──────── Provided entries ────────

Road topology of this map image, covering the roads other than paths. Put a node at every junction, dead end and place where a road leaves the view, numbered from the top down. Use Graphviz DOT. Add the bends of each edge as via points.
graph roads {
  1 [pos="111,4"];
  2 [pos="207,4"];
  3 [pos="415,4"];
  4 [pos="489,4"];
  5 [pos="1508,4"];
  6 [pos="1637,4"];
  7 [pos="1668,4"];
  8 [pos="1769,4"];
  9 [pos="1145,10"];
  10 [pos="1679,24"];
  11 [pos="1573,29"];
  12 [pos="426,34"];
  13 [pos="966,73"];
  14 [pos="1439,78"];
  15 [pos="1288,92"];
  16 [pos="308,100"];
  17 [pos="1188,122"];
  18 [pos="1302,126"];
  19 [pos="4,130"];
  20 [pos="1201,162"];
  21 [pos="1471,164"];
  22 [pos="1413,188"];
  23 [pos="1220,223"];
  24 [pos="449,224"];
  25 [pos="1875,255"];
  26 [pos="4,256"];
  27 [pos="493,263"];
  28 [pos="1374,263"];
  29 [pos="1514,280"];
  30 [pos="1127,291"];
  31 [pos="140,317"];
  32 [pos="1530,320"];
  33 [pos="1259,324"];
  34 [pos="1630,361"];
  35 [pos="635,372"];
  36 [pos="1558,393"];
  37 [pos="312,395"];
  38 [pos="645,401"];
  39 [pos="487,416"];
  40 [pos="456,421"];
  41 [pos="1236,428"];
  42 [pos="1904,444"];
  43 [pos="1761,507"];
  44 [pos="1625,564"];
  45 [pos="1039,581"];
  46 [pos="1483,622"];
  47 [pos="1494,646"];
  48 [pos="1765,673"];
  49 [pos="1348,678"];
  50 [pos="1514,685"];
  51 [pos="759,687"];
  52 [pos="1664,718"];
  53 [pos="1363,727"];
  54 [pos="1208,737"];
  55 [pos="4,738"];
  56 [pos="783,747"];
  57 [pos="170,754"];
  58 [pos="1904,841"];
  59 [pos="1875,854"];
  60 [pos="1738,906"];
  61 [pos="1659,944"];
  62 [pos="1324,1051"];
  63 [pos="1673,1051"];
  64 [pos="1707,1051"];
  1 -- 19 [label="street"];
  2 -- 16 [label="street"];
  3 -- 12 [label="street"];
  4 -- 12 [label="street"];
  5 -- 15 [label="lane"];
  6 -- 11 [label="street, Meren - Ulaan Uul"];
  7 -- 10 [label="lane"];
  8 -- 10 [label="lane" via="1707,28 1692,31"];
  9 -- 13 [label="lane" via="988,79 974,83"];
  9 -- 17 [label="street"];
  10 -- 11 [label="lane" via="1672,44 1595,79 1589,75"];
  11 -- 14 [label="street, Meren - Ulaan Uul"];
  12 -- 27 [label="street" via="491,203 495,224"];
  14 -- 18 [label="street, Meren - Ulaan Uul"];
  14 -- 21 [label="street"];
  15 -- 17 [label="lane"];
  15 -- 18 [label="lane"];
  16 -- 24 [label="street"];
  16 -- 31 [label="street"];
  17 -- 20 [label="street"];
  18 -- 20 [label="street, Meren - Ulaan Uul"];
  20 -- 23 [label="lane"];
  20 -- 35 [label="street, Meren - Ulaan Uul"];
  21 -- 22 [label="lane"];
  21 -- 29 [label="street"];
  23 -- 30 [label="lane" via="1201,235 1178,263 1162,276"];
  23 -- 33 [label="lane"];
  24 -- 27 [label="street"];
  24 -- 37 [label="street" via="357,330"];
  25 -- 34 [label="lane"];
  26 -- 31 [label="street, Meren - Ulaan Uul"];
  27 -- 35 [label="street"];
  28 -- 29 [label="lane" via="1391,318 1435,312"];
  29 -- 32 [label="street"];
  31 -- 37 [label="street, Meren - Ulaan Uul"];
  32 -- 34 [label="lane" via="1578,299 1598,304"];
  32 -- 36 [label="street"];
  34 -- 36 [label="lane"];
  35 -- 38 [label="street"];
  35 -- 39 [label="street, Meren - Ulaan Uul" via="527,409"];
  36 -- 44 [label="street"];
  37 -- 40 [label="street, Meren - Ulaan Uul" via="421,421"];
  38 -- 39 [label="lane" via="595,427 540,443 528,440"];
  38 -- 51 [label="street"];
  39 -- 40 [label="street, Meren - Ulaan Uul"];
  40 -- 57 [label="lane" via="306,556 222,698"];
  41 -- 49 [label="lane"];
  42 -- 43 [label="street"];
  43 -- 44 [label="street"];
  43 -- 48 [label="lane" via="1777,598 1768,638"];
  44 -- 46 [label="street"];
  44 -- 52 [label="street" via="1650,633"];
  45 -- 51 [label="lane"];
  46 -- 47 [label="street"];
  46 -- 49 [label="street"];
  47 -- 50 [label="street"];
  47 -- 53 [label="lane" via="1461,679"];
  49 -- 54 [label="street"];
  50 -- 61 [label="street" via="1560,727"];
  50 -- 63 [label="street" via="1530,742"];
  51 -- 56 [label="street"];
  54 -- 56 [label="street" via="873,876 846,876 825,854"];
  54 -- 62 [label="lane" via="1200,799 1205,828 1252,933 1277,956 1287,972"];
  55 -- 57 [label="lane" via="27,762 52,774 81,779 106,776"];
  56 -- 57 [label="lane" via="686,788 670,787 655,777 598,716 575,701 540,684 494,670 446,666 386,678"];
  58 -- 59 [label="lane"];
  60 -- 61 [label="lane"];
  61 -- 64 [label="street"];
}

────────

What you need to do.
In your response, reproduce the records exactly, every one.

Solution to the problem.
Road topology of this map image, covering the roads other than paths. Put a node at every junction, dead end and place where a road leaves the view, numbered from the top down. Use Graphviz DOT. Add the bends of each edge as via points.
graph roads {
  1 [pos="111,4"];
  2 [pos="207,4"];
  3 [pos="415,4"];
  4 [pos="489,4"];
  5 [pos="1508,4"];
  6 [pos="1637,4"];
  7 [pos="1668,4"];
  8 [pos="1769,4"];
  9 [pos="1145,10"];
  10 [pos="1679,24"];
  11 [pos="1573,29"];
  12 [pos="426,34"];
  13 [pos="966,73"];
  14 [pos="1439,78"];
  15 [pos="1288,92"];
  16 [pos="308,100"];
  17 [pos="1188,122"];
  18 [pos="1302,126"];
  19 [pos="4,130"];
  20 [pos="1201,162"];
  21 [pos="1471,164"];
  22 [pos="1413,188"];
  23 [pos="1220,223"];
  24 [pos="449,224"];
  25 [pos="1875,255"];
  26 [pos="4,256"];
  27 [pos="493,263"];
  28 [pos="1374,263"];
  29 [pos="1514,280"];
  30 [pos="1127,291"];
  31 [pos="140,317"];
  32 [pos="1530,320"];
  33 [pos="1259,324"];
  34 [pos="1630,361"];
  35 [pos="635,372"];
  36 [pos="1558,393"];
  37 [pos="312,395"];
  38 [pos="645,401"];
  39 [pos="487,416"];
  40 [pos="456,421"];
  41 [pos="1236,428"];
  42 [pos="1904,444"];
  43 [pos="1761,507"];
  44 [pos="1625,564"];
  45 [pos="1039,581"];
  46 [pos="1483,622"];
  47 [pos="1494,646"];
  48 [pos="1765,673"];
  49 [pos="1348,678"];
  50 [pos="1514,685"];
  51 [pos="759,687"];
  52 [pos="1664,718"];
  53 [pos="1363,727"];
  54 [pos="1208,737"];
  55 [pos="4,738"];
  56 [pos="783,747"];
  57 [pos="170,754"];
  58 [pos="1904,841"];
  59 [pos="1875,854"];
  60 [pos="1738,906"];
  61 [pos="1659,944"];
  62 [pos="1324,1051"];
  63 [pos="1673,1051"];
  64 [pos="1707,1051"];
  1 -- 19 [label="street"];
  2 -- 16 [label="street"];
  3 -- 12 [label="street"];
  4 -- 12 [label="street"];
  5 -- 15 [label="lane"];
  6 -- 11 [label="street, Meren - Ulaan Uul"];
  7 -- 10 [label="lane"];
  8 -- 10 [label="lane" via="1707,28 1692,31"];
  9 -- 13 [label="lane" via="988,79 974,83"];
  9 -- 17 [label="street"];
  10 -- 11 [label="lane" via="1672,44 1595,79 1589,75"];
  11 -- 14 [label="street, Meren - Ulaan Uul"];
  12 -- 27 [label="street" via="491,203 495,224"];
  14 -- 18 [label="street, Meren - Ulaan Uul"];
  14 -- 21 [label="street"];
  15 -- 17 [label="lane"];
  15 -- 18 [label="lane"];
  16 -- 24 [label="street"];
  16 -- 31 [label="street"];
  17 -- 20 [label="street"];
  18 -- 20 [label="street, Meren - Ulaan Uul"];
  20 -- 23 [label="lane"];
  20 -- 35 [label="street, Meren - Ulaan Uul"];
  21 -- 22 [label="lane"];
  21 -- 29 [label="street"];
  23 -- 30 [label="lane" via="1201,235 1178,263 1162,276"];
  23 -- 33 [label="lane"];
  24 -- 27 [label="street"];
  24 -- 37 [label="street" via="357,330"];
  25 -- 34 [label="lane"];
  26 -- 31 [label="street, Meren - Ulaan Uul"];
  27 -- 35 [label="street"];
  28 -- 29 [label="lane" via="1391,318 1435,312"];
  29 -- 32 [label="street"];
  31 -- 37 [label="street, Meren - Ulaan Uul"];
  32 -- 34 [label="lane" via="1578,299 1598,304"];
  32 -- 36 [label="street"];
  34 -- 36 [label="lane"];
  35 -- 38 [label="street"];
  35 -- 39 [label="street, Meren - Ulaan Uul" via="527,409"];
  36 -- 44 [label="street"];
  37 -- 40 [label="street, Meren - Ulaan Uul" via="421,421"];
  38 -- 39 [label="lane" via="595,427 540,443 528,440"];
  38 -- 51 [label="street"];
  39 -- 40 [label="street, Meren - Ulaan Uul"];
  40 -- 57 [label="lane" via="306,556 222,698"];
  41 -- 49 [label="lane"];
  42 -- 43 [label="street"];
  43 -- 44 [label="street"];
  43 -- 48 [label="lane" via="1777,598 1768,638"];
  44 -- 46 [label="street"];
  44 -- 52 [label="street" via="1650,633"];
  45 -- 51 [label="lane"];
  46 -- 47 [label="street"];
  46 -- 49 [label="street"];
  47 -- 50 [label="street"];
  47 -- 53 [label="lane" via="1461,679"];
  49 -- 54 [label="street"];
  50 -- 61 [label="street" via="1560,727"];
  50 -- 63 [label="street" via="1530,742"];
  51 -- 56 [label="street"];
  54 -- 56 [label="street" via="873,876 846,876 825,854"];
  54 -- 62 [label="lane" via="1200,799 1205,828 1252,933 1277,956 1287,972"];
  55 -- 57 [label="lane" via="27,762 52,774 81,779 106,776"];
  56 -- 57 [label="lane" via="686,788 670,787 655,777 598,716 575,701 540,684 494,670 446,666 386,678"];
  58 -- 59 [label="lane"];
  60 -- 61 [label="lane"];
  61 -- 64 [label="street"];
}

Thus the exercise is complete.